Greenpeace Takes Clicking Clean Campaign to Pinterest HQ
The environmental group's real target is not Pinterest, but the social network’s cloud provider Amazon and its coal-powered data centers.
Greenpeace continued its unapologetic pursuit of the internet’s top brands, pressuring them to do something about coal power which fuels most of the internet and all other industries, with an action outside of the San Francisco, Calif., office of Pinterest Tuesday.
The activists set up large Pinterest-style “pin boards” and eight “pins” designed by some of the social network’s top users on the street in San Francisco’s SoMa neighborhood. The artists that designed the pins have about 5 million Pinterest followers combined, according to Greenpeace.
Like many other major internet properties, Pinterest uses public cloud infrastructure by Amazon Web Services. By Greenpeace ’s standards, the cloud provider does not do nearly enough to reduce reliance on coal power by its global data center infrastructure.
“AWS has dropped further and further behind its competitors in building an internet that runs on renewable sources of energy, estimated at only 15 percent, and is the least transparent of any company we evaluated,” the activist organization said on its website.
Amazon’s response has been to impugn Greenpeace’s data about its energy use. The provider has consistently said the environmentalist organization’s calculations relied on false data, but has not released any information about its data center operations to support its claims.

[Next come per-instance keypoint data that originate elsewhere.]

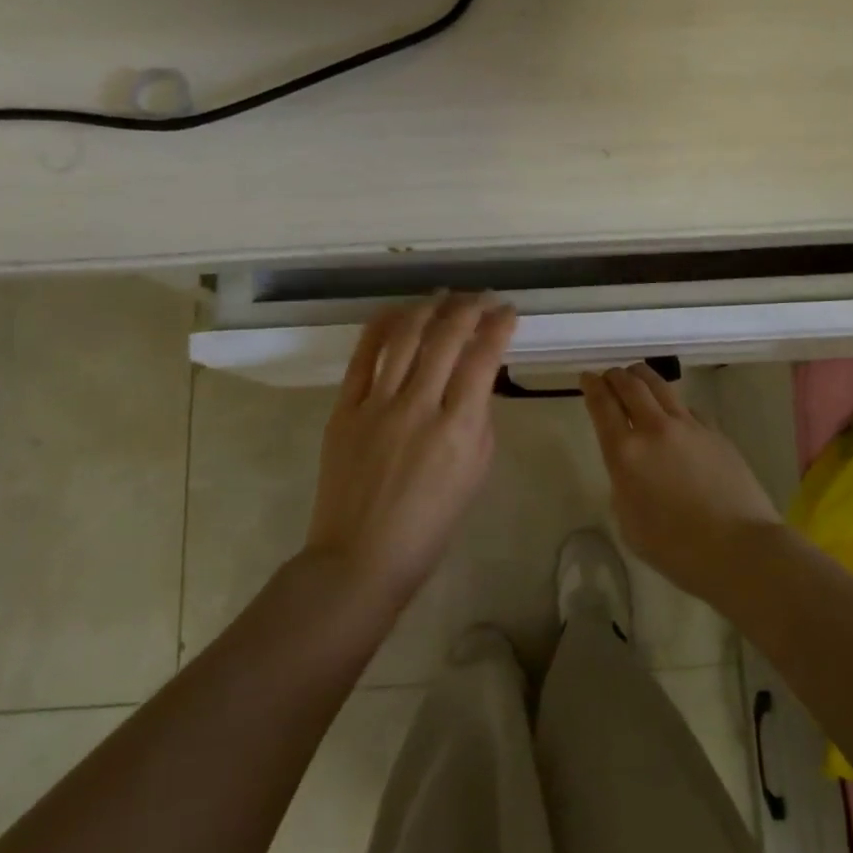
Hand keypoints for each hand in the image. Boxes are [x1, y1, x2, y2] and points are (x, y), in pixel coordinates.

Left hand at [306, 293, 516, 609]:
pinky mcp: (345, 408)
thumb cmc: (430, 525)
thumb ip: (479, 421)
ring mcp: (377, 404)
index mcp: (458, 429)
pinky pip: (363, 356)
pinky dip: (381, 326)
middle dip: (468, 307)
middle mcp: (418, 406)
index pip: (483, 358)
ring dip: (428, 308)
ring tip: (444, 296)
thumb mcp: (475, 475)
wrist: (361, 556)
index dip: (498, 326)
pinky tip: (398, 311)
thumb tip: (475, 381)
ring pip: (405, 337)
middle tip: (480, 298)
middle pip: (446, 337)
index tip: (508, 311)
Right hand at [581, 364, 782, 601]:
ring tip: (636, 376)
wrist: (739, 548)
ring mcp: (689, 427)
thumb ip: (624, 485)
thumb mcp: (629, 523)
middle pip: (630, 385)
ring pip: (661, 386)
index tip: (586, 377)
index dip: (591, 386)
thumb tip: (632, 469)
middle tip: (609, 376)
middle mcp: (655, 429)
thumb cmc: (676, 548)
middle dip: (616, 376)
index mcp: (626, 453)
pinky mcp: (715, 432)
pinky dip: (672, 404)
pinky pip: (687, 408)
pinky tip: (673, 413)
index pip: (602, 405)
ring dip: (642, 377)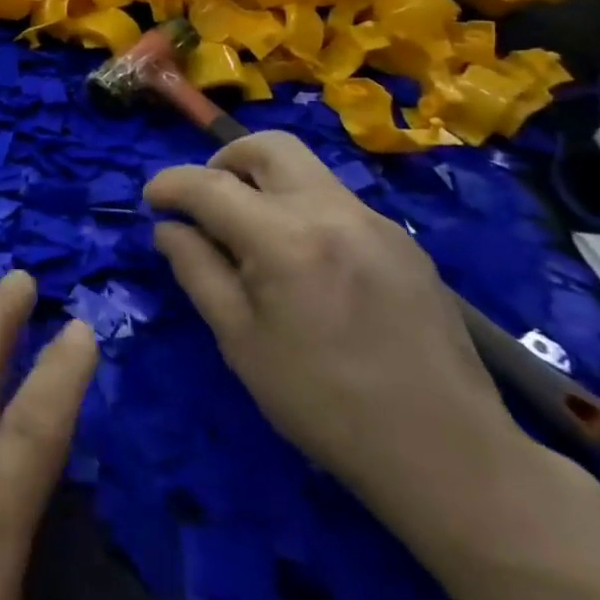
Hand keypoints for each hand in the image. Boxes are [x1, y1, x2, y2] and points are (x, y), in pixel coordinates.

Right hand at [145, 133, 524, 516]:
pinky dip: (302, 211)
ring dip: (265, 184)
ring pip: (306, 170)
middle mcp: (332, 211)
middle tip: (206, 202)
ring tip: (252, 237)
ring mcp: (376, 222)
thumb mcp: (240, 341)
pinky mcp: (404, 242)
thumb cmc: (324, 404)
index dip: (170, 184)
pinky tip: (305, 266)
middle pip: (268, 146)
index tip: (151, 199)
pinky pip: (337, 202)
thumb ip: (197, 271)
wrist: (448, 452)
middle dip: (224, 161)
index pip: (209, 184)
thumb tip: (168, 228)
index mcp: (284, 239)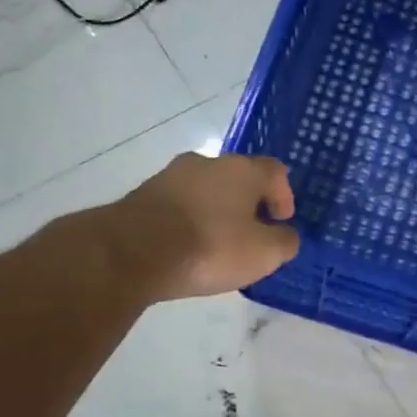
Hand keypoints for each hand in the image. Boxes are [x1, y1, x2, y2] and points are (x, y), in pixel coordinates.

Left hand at [96, 152, 299, 302]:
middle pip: (239, 179)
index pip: (276, 172)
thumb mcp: (263, 254)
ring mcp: (170, 176)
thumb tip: (285, 235)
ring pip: (206, 191)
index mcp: (242, 170)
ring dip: (217, 212)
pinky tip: (187, 249)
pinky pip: (179, 206)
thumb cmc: (210, 247)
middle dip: (249, 205)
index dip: (284, 196)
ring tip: (217, 246)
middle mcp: (207, 162)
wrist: (131, 252)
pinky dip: (189, 222)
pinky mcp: (143, 195)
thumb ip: (285, 242)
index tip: (281, 223)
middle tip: (251, 235)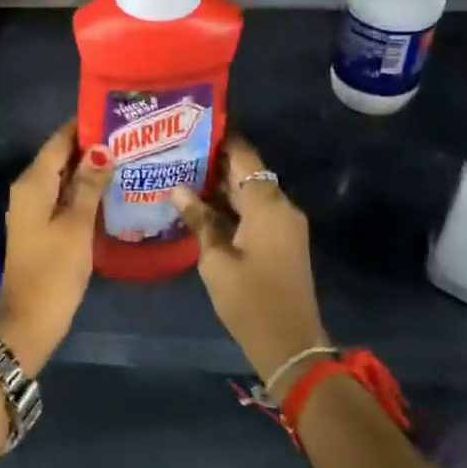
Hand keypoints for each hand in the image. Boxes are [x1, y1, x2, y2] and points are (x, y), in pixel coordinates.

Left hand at [0, 122, 112, 372]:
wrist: (30, 317)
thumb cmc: (55, 269)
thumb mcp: (77, 224)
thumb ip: (89, 184)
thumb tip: (102, 149)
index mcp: (33, 182)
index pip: (59, 140)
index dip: (84, 125)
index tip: (115, 114)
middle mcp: (28, 188)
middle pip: (60, 156)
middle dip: (92, 145)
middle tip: (129, 136)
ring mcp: (33, 208)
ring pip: (62, 177)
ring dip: (89, 168)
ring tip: (127, 156)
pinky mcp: (40, 225)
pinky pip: (62, 196)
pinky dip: (83, 189)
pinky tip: (109, 189)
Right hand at [172, 135, 331, 391]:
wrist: (290, 345)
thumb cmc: (250, 300)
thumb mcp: (216, 260)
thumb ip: (199, 219)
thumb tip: (177, 188)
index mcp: (268, 205)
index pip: (244, 156)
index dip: (221, 137)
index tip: (193, 123)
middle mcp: (281, 207)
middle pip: (248, 172)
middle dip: (214, 160)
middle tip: (176, 150)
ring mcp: (284, 225)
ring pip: (250, 192)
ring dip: (220, 184)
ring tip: (181, 173)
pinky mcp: (282, 242)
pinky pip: (255, 211)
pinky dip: (231, 205)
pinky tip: (200, 206)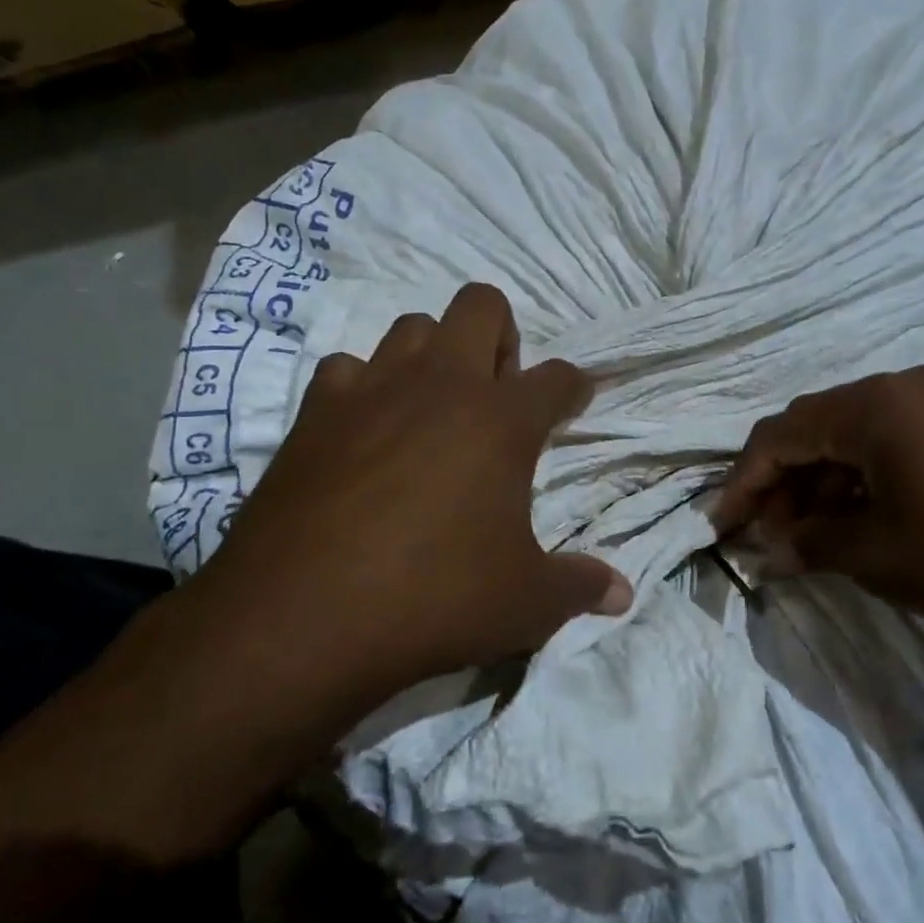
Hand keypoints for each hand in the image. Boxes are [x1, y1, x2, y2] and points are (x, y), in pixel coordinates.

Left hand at [183, 283, 630, 691]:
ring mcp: (372, 389)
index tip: (575, 399)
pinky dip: (363, 389)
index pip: (558, 378)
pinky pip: (346, 370)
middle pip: (481, 306)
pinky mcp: (314, 412)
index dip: (574, 387)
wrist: (300, 616)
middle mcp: (440, 384)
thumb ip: (578, 588)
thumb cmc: (433, 599)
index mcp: (501, 420)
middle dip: (501, 335)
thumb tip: (623, 595)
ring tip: (432, 407)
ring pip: (412, 326)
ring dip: (432, 354)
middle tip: (498, 393)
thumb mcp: (523, 604)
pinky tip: (363, 431)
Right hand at [714, 366, 923, 649]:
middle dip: (785, 483)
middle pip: (818, 428)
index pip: (780, 434)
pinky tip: (872, 520)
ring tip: (819, 537)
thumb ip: (811, 544)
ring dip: (828, 483)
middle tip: (772, 537)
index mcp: (874, 405)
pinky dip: (871, 479)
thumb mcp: (881, 557)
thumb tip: (773, 547)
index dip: (743, 482)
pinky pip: (902, 442)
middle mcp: (908, 386)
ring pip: (860, 436)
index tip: (723, 528)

Pinterest spokesman Barry Schnitt said the company agreed with Greenpeace's goal of a future powered by renewable energy. "While we can't build a data center near the arctic circle, like Facebook, or finance a wind farm like Google, we are thinking about what we can do and talking to Greenpeace and others as part of that effort," he wrote in an email.
Besides Pinterest, popular online properties that rely on Amazon for infrastructure include Netflix, Spotify, Vine, Yelp, AirBnB and Reddit.
The strategy behind Greenpeace’s campaign to clean up the internet’s power mix has been to put pressure on the biggest data center operators to leverage their buying power with utilities to push them to add more renewable sources to their power mix.
Some companies, such as Apple, Facebook and Google, have committed to pursuing 100-percent renewable energy for their operations, while others, including Amazon and Twitter, have not.
In addition to the pin boards and pins outside of Pinterest’s headquarters, Greenpeace activists set up a solar-powered café and served cupcakes iced with a “green Pinterest” logo to the company’s employees.